A half-dozen, actually. Six names and addresses, given to him by Plome. Six people who, between them, could lay their hands on the best daemonic texts in the land.

  I expect you've been all tied up in research, trying some new method or something, ain't you? Malvery had asked him once. Maybe working on something really special?

  The doctor's voice had been sarcastic then. Pushing him, making him look at himself and what he'd become. It was an alcoholic's warning to a man he saw heading down the same route. And it had worked. Spit and blood, it had really worked. Crake was going to miss having a friend like Malvery. He was going to miss all of them, except Pinn.

  But it couldn't be helped. Because now he was working on something really special. He was going to learn how to reverse what he'd done to his niece. He was going to bring her back to life. Real life, not the half-life she led inside a suit of armour. From that dim-witted thing that was more like a pet than a human, he'd extract the little girl inside, and restore her. Somehow.

  If it sounded like madness, so be it. If he had no idea where to start, then he'd find a place. Whatever it took, there had to be a way.

  He'd had a long talk with Plome, after their brush with the daemon in his sanctum. The politician was frankly in awe of him by then. Plome was the kind of daemonist who dabbled but never dared too much. Crake represented the man he wished he could be, if only he had the courage. Seeing him master the monster in the echo chamber had made him something of a hero in Plome's eyes.

  Crake took advantage of that. He explained his plan. And he secured Plome's promise that he could make use of the politician's sanctum to conduct his experiments in.

  'Hang the risks!' Plome had said, flushed with the excitement of their recent encounter. 'I'd be honoured, Crake! Honoured!'

  Crake and Frey stood together for a time, neither quite knowing how to end it. Finally, Crake spoke up.

  'I need money.'

  'Oh?' Frey replied neutrally.

  'Plome's agreed to help me out, but it won't be enough. What I'm up to . . . it's expensive business.' He looked over at his captain. 'I believe I played some part in obtaining all that money from Grand Oracle Pomfrey at the Rake table.'

  'I'd have won it from him anyway, fair and square,' Frey said stiffly.

  'Possibly,' said Crake. 'Or maybe he'd have got up and left with his winnings, too drunk to play on. We'll never know.'

  He hated himself for asking. No matter how valid his claim to those ducats, he still felt like a beggar.

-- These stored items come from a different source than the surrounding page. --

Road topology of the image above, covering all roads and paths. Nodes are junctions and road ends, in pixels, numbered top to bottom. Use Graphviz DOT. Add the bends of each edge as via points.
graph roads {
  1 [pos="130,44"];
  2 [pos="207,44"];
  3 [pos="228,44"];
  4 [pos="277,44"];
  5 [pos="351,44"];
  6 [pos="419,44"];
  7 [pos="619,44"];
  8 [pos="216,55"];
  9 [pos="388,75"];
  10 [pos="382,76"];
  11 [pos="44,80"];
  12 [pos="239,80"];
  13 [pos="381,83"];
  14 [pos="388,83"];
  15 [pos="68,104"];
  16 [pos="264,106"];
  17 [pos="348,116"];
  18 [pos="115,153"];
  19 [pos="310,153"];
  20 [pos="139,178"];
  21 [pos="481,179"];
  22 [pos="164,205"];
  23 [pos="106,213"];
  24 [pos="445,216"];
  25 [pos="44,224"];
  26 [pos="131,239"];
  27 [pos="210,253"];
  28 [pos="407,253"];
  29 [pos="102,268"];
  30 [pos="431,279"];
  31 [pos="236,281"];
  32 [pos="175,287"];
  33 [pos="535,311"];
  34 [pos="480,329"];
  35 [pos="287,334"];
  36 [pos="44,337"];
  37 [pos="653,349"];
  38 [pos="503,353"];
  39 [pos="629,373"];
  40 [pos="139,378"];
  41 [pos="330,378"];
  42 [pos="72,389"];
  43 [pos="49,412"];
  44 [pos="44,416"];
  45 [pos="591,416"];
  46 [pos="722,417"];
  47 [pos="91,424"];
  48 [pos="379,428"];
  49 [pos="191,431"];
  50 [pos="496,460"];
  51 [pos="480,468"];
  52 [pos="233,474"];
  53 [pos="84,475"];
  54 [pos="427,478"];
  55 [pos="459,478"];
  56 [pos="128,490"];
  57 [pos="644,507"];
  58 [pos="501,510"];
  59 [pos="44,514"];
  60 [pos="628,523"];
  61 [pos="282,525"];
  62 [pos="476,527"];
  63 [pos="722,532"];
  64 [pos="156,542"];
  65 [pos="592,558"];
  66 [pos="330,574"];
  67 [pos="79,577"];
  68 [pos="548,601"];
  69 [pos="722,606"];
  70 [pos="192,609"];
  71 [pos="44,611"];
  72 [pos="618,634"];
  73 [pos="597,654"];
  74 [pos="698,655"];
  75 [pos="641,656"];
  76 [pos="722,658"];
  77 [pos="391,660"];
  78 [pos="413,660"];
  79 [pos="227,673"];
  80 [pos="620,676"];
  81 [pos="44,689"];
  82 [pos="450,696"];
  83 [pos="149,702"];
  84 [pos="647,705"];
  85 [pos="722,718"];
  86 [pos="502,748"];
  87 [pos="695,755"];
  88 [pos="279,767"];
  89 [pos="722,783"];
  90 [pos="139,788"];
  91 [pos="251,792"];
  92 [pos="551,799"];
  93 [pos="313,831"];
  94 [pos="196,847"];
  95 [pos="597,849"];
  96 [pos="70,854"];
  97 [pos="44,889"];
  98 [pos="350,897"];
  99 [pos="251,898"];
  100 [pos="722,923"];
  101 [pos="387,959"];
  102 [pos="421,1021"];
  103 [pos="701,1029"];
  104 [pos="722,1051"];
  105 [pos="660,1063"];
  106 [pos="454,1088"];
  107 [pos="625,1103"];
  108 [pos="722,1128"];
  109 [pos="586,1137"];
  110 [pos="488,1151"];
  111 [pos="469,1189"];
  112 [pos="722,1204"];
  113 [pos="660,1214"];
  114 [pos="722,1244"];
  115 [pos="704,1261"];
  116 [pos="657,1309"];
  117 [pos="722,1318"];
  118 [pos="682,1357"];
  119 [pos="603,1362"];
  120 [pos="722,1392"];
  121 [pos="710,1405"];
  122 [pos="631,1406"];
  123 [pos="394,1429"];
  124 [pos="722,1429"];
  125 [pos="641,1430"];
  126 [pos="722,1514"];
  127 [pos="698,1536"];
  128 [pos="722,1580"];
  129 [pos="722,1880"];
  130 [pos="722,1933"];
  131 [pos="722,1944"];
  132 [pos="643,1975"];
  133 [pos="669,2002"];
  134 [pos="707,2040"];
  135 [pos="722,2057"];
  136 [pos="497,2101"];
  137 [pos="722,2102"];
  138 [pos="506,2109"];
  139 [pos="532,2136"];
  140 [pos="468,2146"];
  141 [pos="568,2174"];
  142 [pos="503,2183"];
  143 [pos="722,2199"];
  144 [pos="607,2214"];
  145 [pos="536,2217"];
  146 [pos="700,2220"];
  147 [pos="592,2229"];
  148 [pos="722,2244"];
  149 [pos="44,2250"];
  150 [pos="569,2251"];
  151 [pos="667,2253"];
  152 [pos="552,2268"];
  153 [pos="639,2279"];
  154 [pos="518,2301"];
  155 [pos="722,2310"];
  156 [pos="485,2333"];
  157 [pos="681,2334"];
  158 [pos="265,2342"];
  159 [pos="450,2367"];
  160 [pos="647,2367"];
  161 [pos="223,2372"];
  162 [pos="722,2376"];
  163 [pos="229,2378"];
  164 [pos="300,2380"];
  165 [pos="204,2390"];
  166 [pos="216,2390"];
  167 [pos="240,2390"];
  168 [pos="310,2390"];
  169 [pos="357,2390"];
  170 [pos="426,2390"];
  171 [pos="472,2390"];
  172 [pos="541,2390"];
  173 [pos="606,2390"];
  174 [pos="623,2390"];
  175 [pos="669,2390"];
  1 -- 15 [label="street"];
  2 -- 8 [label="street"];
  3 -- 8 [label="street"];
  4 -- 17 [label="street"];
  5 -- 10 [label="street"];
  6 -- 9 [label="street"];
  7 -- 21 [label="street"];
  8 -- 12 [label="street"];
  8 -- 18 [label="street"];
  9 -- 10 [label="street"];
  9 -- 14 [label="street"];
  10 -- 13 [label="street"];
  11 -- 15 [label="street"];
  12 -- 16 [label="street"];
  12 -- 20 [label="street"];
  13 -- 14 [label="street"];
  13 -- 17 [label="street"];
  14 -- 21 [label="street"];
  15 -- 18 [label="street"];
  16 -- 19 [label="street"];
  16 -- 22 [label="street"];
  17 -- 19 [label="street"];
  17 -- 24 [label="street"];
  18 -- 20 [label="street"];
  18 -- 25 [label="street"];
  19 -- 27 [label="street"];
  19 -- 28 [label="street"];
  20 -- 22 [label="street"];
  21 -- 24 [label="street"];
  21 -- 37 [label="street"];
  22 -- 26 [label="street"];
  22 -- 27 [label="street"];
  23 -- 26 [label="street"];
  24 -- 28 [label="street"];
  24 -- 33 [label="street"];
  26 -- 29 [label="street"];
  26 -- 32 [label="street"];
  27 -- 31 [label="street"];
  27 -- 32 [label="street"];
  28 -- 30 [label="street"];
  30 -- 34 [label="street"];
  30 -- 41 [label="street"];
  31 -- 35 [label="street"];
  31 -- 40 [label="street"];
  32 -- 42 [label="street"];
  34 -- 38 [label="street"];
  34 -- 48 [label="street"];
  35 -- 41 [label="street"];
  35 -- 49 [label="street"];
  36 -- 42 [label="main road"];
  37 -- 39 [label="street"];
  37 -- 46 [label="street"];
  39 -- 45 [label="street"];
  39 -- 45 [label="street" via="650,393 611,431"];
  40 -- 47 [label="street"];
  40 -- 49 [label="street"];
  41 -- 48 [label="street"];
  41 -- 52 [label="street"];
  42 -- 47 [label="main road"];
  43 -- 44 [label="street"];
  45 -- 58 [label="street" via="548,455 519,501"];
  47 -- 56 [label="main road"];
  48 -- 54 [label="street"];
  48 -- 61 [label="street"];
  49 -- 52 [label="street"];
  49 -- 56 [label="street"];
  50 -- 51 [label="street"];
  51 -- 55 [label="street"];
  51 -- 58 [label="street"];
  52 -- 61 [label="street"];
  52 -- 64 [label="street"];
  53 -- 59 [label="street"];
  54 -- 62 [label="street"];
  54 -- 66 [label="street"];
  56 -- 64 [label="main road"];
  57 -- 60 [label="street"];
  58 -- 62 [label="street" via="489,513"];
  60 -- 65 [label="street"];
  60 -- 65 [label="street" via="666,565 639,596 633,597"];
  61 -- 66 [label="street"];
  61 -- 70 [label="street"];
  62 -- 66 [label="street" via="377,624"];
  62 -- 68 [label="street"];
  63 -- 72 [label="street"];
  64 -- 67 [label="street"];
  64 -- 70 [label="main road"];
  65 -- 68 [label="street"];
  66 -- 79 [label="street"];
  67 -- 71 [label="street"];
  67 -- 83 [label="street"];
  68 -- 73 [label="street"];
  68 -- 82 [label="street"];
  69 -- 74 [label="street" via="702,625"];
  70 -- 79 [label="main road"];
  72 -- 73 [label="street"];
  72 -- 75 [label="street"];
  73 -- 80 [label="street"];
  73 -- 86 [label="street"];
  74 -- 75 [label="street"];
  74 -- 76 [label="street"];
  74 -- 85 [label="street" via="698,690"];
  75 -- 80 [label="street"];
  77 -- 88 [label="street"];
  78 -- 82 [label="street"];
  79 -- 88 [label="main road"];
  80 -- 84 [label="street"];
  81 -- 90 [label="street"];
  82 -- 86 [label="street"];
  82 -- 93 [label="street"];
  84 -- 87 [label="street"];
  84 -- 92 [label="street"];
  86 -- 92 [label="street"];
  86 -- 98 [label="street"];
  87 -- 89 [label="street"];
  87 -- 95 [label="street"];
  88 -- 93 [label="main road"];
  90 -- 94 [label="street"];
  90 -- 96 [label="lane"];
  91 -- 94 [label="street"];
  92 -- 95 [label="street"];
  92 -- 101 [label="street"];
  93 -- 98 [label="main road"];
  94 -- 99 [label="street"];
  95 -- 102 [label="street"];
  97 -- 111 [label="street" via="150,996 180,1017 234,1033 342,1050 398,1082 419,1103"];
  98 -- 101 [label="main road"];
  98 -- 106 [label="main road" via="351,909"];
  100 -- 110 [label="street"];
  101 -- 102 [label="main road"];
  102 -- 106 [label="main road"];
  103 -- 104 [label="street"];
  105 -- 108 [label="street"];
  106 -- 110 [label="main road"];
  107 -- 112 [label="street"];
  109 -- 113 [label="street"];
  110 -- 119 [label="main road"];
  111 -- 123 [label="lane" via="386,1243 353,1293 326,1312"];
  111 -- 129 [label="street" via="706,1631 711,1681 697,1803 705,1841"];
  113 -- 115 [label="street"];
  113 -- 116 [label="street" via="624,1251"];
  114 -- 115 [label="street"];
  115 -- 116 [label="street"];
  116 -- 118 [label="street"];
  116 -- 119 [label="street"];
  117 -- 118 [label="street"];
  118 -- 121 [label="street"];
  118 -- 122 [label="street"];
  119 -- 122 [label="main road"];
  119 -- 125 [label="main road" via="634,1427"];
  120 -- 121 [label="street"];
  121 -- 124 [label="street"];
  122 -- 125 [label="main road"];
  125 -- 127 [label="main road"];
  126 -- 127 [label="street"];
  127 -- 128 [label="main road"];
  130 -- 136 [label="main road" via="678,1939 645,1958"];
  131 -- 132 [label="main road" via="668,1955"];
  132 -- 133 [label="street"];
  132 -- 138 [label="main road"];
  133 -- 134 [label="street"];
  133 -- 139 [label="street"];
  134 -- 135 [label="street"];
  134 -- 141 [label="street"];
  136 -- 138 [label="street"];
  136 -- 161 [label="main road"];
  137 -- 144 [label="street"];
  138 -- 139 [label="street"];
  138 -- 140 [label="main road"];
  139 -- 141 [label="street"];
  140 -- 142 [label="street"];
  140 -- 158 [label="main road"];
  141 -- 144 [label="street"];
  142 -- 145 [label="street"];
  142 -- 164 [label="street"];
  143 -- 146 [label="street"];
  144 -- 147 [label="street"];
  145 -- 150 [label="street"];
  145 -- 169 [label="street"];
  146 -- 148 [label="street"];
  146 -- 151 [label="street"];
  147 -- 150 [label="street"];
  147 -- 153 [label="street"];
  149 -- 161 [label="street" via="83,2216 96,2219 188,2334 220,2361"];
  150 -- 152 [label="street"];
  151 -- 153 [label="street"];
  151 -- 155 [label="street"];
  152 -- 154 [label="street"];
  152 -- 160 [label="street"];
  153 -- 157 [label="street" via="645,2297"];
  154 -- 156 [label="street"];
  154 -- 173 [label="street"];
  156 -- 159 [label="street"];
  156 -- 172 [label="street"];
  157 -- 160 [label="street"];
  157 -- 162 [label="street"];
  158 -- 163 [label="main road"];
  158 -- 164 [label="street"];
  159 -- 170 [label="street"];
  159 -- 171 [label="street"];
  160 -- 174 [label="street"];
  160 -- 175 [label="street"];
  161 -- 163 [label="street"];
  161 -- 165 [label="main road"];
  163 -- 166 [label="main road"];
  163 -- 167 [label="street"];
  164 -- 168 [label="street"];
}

  'Alright,' Frey said, not without a little bitterness. 'I've already had to shell out for new windglass for the autocannon cupola, but you can take half of what's left. Rot knows, you've earned it in your time on my crew.' He jabbed Crake in the chest with his finger. 'Don't you breathe a word to the others though, or they'll be on me like vultures.'

  'I won't,' said Crake.

  'Hey, why don't you take the compass?' Frey suggested suddenly. He lifted his hand, to show the silver ring on his little finger. 'It's your device, after all. That way you can come find us, if you change your mind. Just follow the compass back to me.'

  Crake smiled. He'd made the ring and compass almost as a joke. Two daemons thralled together, one always pointing toward the other. It was so absurdly simple in comparison to what he'd be attempting.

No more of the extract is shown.